A delegation from the International Atomic Energy Agency, initially consisting of 14 experts, arrived at the Zaporizhzhya NPP in the temporarily occupied town of Enerhodar on Sept. 1. Specialists led by Director General Rafael Grossi spent several hours at the facility. A few representatives of the mission then remained at the station.

The Director General of the IAEA stated that the delegation will establish a permanent presence at the ZNPP.

Ukraine’s nuclear operator Energoatom said that Russian troops are doing everything they can to prevent IAEA from properly assessing how ZNPP fares under Russian military occupation. In particular, the delegation was barred from the plant’s crisis management center, packed with Russian soldiers.

Grossi stated that the physical integrity of the Zaporizhzhya NPP was violated several times, which is unacceptable.

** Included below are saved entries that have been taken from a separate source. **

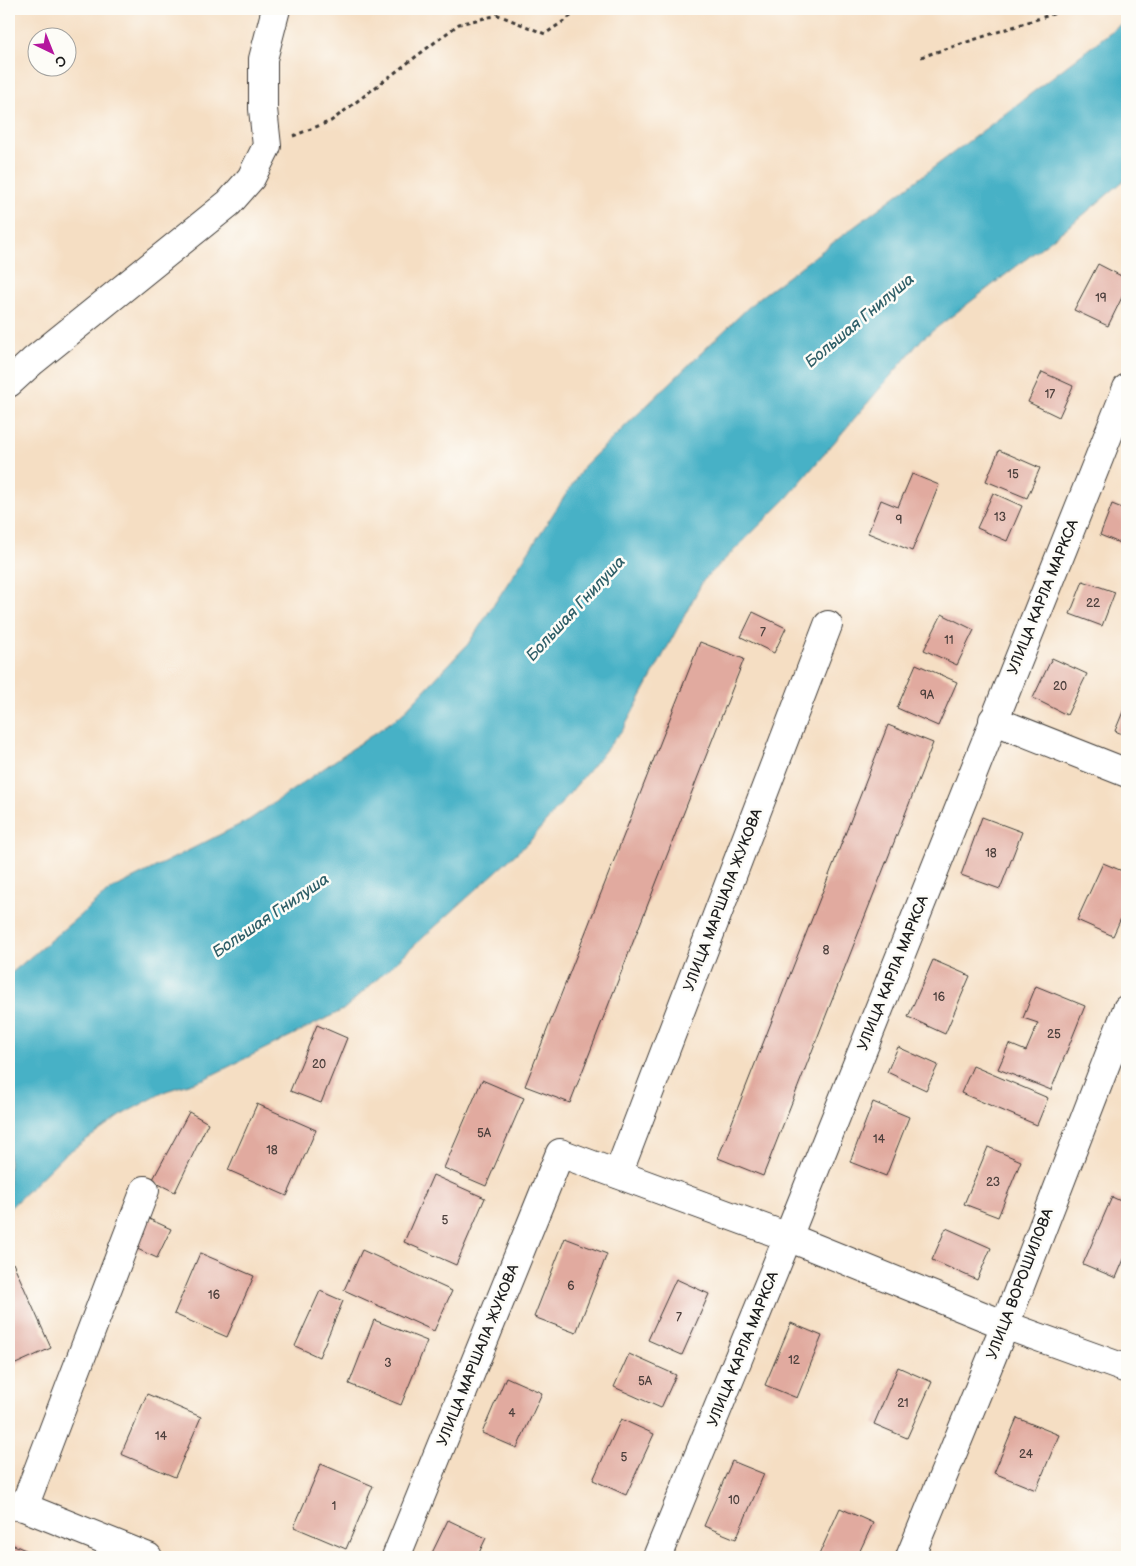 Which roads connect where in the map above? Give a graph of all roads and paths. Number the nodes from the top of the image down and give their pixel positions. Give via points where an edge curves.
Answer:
1 (276, 9) edge
2 (581, 9) edge
3 (1068, 9) edge
4 (920, 57) dead end
5 (268, 146) junction
6 (9, 382) edge
7 (1127, 388) edge
8 (828, 625) dead end
9 (993, 720) junction
10 (1127, 773) edge
11 (1127, 1009) edge
12 (618, 1174) junction
13 (145, 1190) dead end
14 (788, 1238) junction
15 (1005, 1325) junction
16 (1127, 1369) edge
17 (16, 1506) edge
18 (148, 1557) edge
19 (396, 1557) edge
20 (657, 1557) edge
21 (910, 1557) edge

1 - 5 street via 263,59 263,109
2 - 5 path via 546,34 498,15 459,24 331,121
3 - 4 path
5 - 6 street via 251,178 229,203
7 - 9 street, УЛИЦА КАРЛА МАРКСА
8 - 12 street, УЛИЦА МАРШАЛА ЖУКОВА
9 - 10 street
9 - 14 street, УЛИЦА КАРЛА МАРКСА
11 - 15 street, УЛИЦА ВОРОШИЛОВА
12 - 14 street
12 - 19 street, УЛИЦА МАРШАЛА ЖУКОВА via 560,1153
13 - 17 street
14 - 15 street
14 - 20 street, УЛИЦА КАРЛА МАРКСА
15 - 16 street
15 - 21 street, УЛИЦА ВОРОШИЛОВА
17 - 18 street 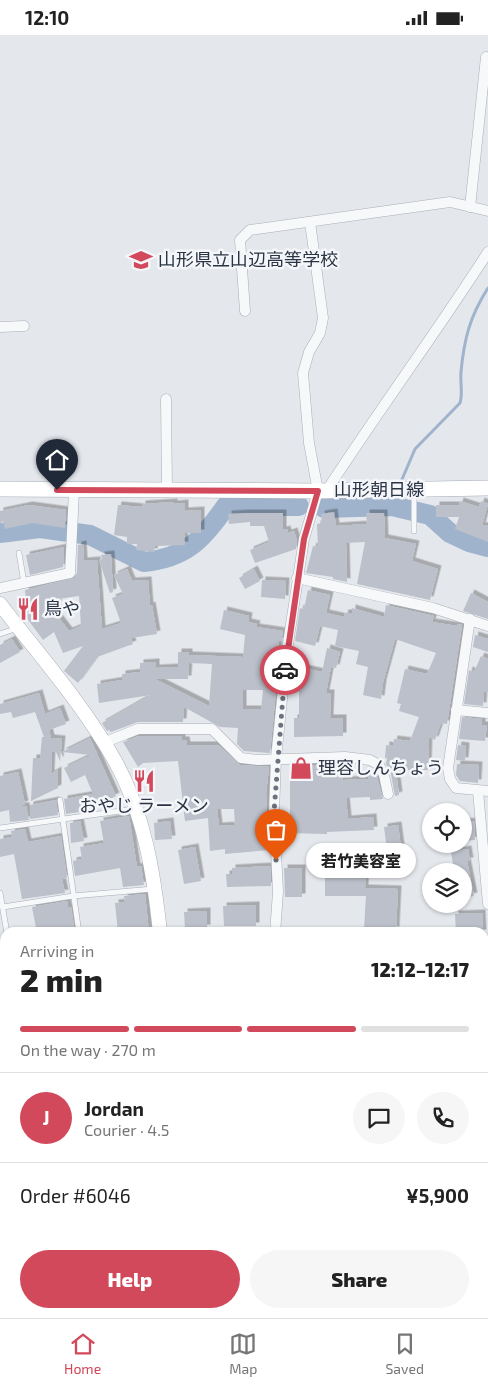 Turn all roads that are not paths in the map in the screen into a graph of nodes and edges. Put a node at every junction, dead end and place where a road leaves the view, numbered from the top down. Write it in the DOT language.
graph roads {
  1 [pos="486,57"];
  2 [pos="470,207"];
  3 [pos="488,211"];
  4 [pos="310,221"];
  5 [pos="488,253"];
  6 [pos="245,311"];
  7 [pos="24,326"];
  8 [pos="0,327"];
  9 [pos="166,399"];
  10 [pos="488,488"];
  11 [pos="0,489"];
  12 [pos="74,491"];
  13 [pos="167,491"];
  14 [pos="322,491"];
  15 [pos="414,491"];
  16 [pos="414,531"];
  17 [pos="19,553"];
  18 [pos="297,578"];
  19 [pos="24,583"];
  20 [pos="0,588"];
  21 [pos="0,604"];
  22 [pos="470,619"];
  23 [pos="488,626"];
  24 [pos="19,628"];
  25 [pos="0,634"];
  26 [pos="456,710"];
  27 [pos="488,713"];
  28 [pos="104,743"];
  29 [pos="276,758"];
  30 [pos="483,791"];
  31 [pos="388,794"];
  32 [pos="60,800"];
  33 [pos="135,809"];
  34 [pos="63,818"];
  35 [pos="0,828"];
  36 [pos="156,889"];
  37 [pos="0,893"];
  38 [pos="73,896"];
  39 [pos="488,904"];
  40 [pos="3,907"];
  41 [pos="6,927"];
  42 [pos="79,927"];
  43 [pos="159,927"];
  44 [pos="275,927"];
  1 -- 2 [label="street"];
  2 -- 3 [label="street"];
  2 -- 4 [label="street"];
  4 -- 6 [label="street"];
  4 -- 14 [label="street"];
  5 -- 14 [label="street"];
  7 -- 8 [label="street"];
  9 -- 13 [label="street"];
  10 -- 15 [label="main road, 山形朝日線"];
  11 -- 12 [label="main road, 山形朝日線"];
  12 -- 13 [label="main road, 山形朝日線"];
  12 -- 19 [label="street"];
  13 -- 14 [label="main road, 山形朝日線"];
  14 -- 15 [label="main road, 山形朝日線"];
  14 -- 18 [label="street"];
  15 -- 16 [label="lane"];
  17 -- 19 [label="lane"];
  18 -- 22 [label="street"];
  18 -- 29 [label="street"];
  19 -- 20 [label="street"];
  21 -- 24 [label="street"];
  22 -- 23 [label="street"];
  22 -- 26 [label="street"];
  24 -- 25 [label="lane"];
  24 -- 28 [label="street"];
  26 -- 27 [label="street"];
  26 -- 30 [label="street"];
  28 -- 29 [label="street"];
  28 -- 33 [label="street"];
  29 -- 31 [label="street"];
  29 -- 44 [label="street"];
  30 -- 39 [label="street"];
  32 -- 34 [label="lane"];
  33 -- 34 [label="lane"];
  33 -- 36 [label="street"];
  34 -- 35 [label="lane"];
  34 -- 38 [label="lane"];
  36 -- 38 [label="lane"];
  36 -- 43 [label="street"];
  37 -- 40 [label="lane"];
  38 -- 40 [label="lane"];
  38 -- 42 [label="lane"];
  40 -- 41 [label="lane"];
}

Zaporizhzhya NPP is the largest nuclear power plant in Europe and has been occupied by Russian forces since March 4. Several ZNPP facilities have been damaged by Russian shelling, and the station's employees are captives of the occupying troops.

The Kremlin uses the facility as cover for its military forces, with Ukraine refusing to return fire, due to the risk of causing a nuclear calamity.

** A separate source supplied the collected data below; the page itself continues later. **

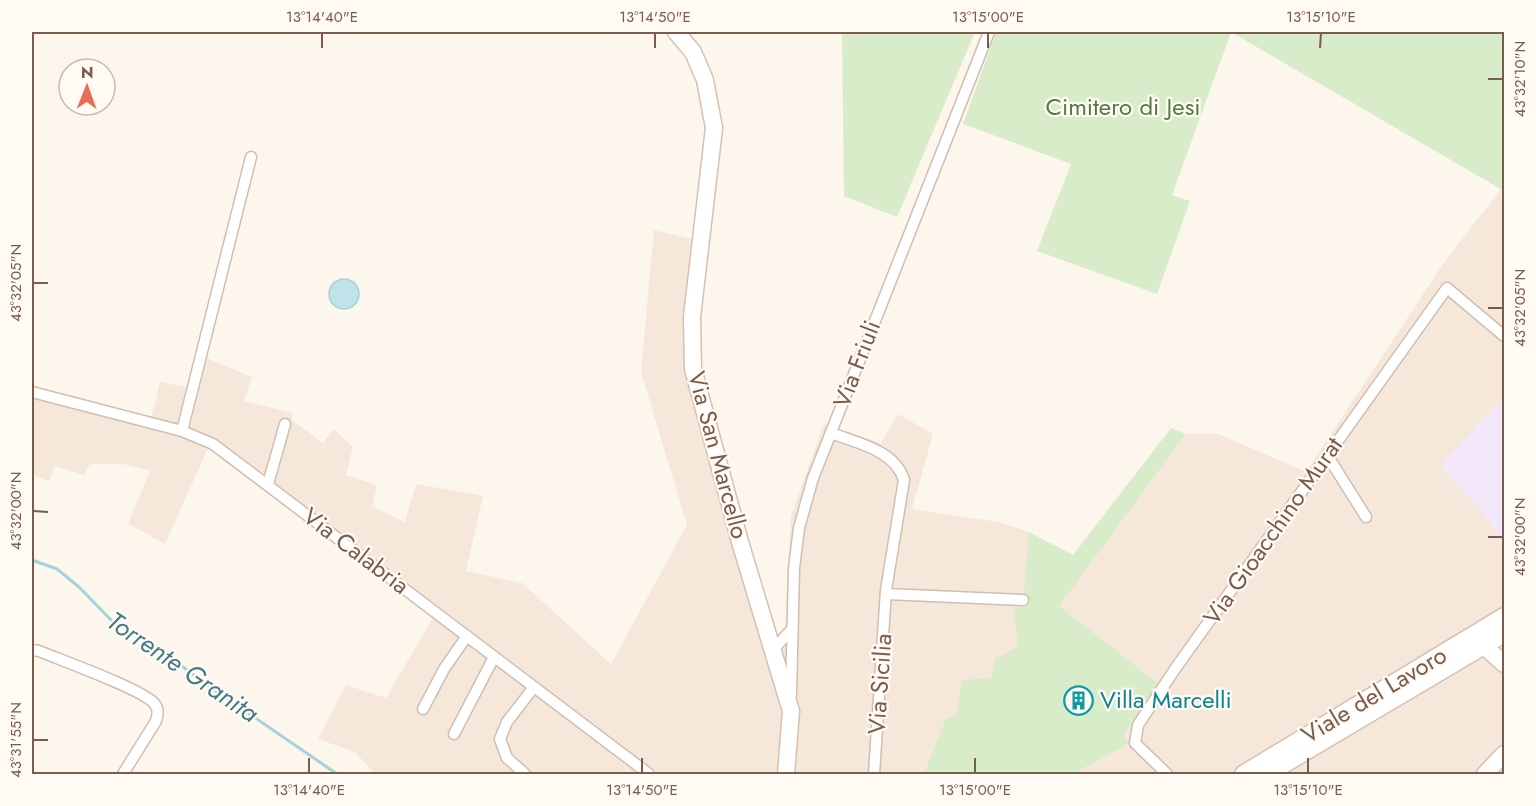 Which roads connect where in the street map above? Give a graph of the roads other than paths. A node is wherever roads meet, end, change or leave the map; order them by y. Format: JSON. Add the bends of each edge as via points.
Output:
{"nodes":[{"id":1,"x":676,"y":32,"type":"edge"},
{"id":2,"x":989,"y":32,"type":"edge"},
{"id":3,"x":251,"y":157,"type":"dead end"},
{"id":4,"x":1504,"y":336,"type":"edge"},
{"id":5,"x":32,"y":392,"type":"edge"},
{"id":6,"x":285,"y":424,"type":"dead end"},
{"id":7,"x":182,"y":431,"type":"junction"},
{"id":8,"x":831,"y":433,"type":"junction"},
{"id":9,"x":1327,"y":455,"type":"junction"},
{"id":10,"x":268,"y":484,"type":"junction"},
{"id":11,"x":1366,"y":517,"type":"dead end"},
{"id":12,"x":886,"y":594,"type":"junction"},
{"id":13,"x":1023,"y":600,"type":"dead end"},
{"id":14,"x":1504,"y":616,"type":"edge"},
{"id":15,"x":791,"y":630,"type":"junction"},
{"id":16,"x":1504,"y":634,"type":"edge"},
{"id":17,"x":467,"y":636,"type":"junction"},
{"id":18,"x":1485,"y":646,"type":"junction"},
{"id":19,"x":32,"y":650,"type":"edge"},
{"id":20,"x":773,"y":650,"type":"junction"},
{"id":21,"x":495,"y":657,"type":"junction"},
{"id":22,"x":1504,"y":664,"type":"edge"},
{"id":23,"x":534,"y":687,"type":"junction"},
{"id":24,"x":423,"y":709,"type":"dead end"},
{"id":25,"x":791,"y":711,"type":"junction"},
{"id":26,"x":454,"y":734,"type":"dead end"},
{"id":27,"x":1504,"y":754,"type":"edge"},
{"id":28,"x":123,"y":774,"type":"edge"},
{"id":29,"x":525,"y":774,"type":"edge"},
{"id":30,"x":649,"y":774,"type":"edge"},
{"id":31,"x":786,"y":774,"type":"edge"},
{"id":32,"x":874,"y":774,"type":"edge"},
{"id":33,"x":1167,"y":774,"type":"edge"},
{"id":34,"x":1243,"y":774,"type":"edge"},
{"id":35,"x":1269,"y":774,"type":"edge"},
{"id":36,"x":1485,"y":774,"type":"edge"}],
"edges":[{"from":1,"to":20,"type":"main road","name":"Via San Marcello","via":[[693,52],[705,80],[714,128],[692,318],[693,369]]},
{"from":2,"to":8,"type":"street","name":"Via Friuli"},
{"from":3,"to":7,"type":"street"},
{"from":4,"to":9,"type":"street","name":"Via Gioacchino Murat","via":[[1447,288]]},
{"from":5,"to":7,"type":"street","name":"Via Calabria"},
{"from":6,"to":10,"type":"street"},
{"from":7,"to":10,"type":"street","name":"Via Calabria","via":[[213,444]]},
{"from":8,"to":12,"type":"street","name":"Via Sicilia","via":[[887,456],[901,469],[904,480]]},
{"from":8,"to":15,"type":"street","name":"Via Friuli","via":[[799,528]]},
{"from":9,"to":11,"type":"street"},
{"from":9,"to":33,"type":"street","name":"Via Gioacchino Murat","via":[[1138,725],[1135,743]]},
{"from":10,"to":17,"type":"street","name":"Via Calabria"},
{"from":12,"to":13,"type":"street"},
{"from":12,"to":32,"type":"street","name":"Via Sicilia"},
{"from":14,"to":34,"type":"main road","name":"Viale del Lavoro"},
{"from":15,"to":20,"type":"street"},
{"from":15,"to":25,"type":"street","name":"Via Friuli"},
{"from":16,"to":18,"type":"main road","name":"Viale del Lavoro"},
{"from":17,"to":21,"type":"street","name":"Via Calabria"},
{"from":17,"to":24,"type":"street"},
{"from":18,"to":22,"type":"main road"},
{"from":18,"to":35,"type":"main road","name":"Viale del Lavoro"},
{"from":19,"to":28,"type":"street","via":[[150,700],[158,712]]},
{"from":20,"to":25,"type":"main road","name":"Via San Marcello"},
{"from":21,"to":23,"type":"street","name":"Via Calabria"},
{"from":21,"to":26,"type":"street"},
{"from":23,"to":29,"type":"street","via":[[507,722],[500,740],[507,758]]},
{"from":23,"to":30,"type":"street","name":"Via Calabria"},
{"from":25,"to":31,"type":"main road","name":"Via San Marcello"},
{"from":27,"to":36,"type":"main road"}]}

After Russian shelling caused a fire at ZNPP, the facility’s last remaining operational reactor had been disconnected from Ukraine’s power grid on Sept. 5.

The head of the Zaporizhzhya regional military administration, Oleksandr Starukh, on Aug. 16 called on the residents of the nearby town of Enerhodar to evacuate. He said that in the event of an accident, about 400,000 people would have to be evacuated from two neighboring oblasts.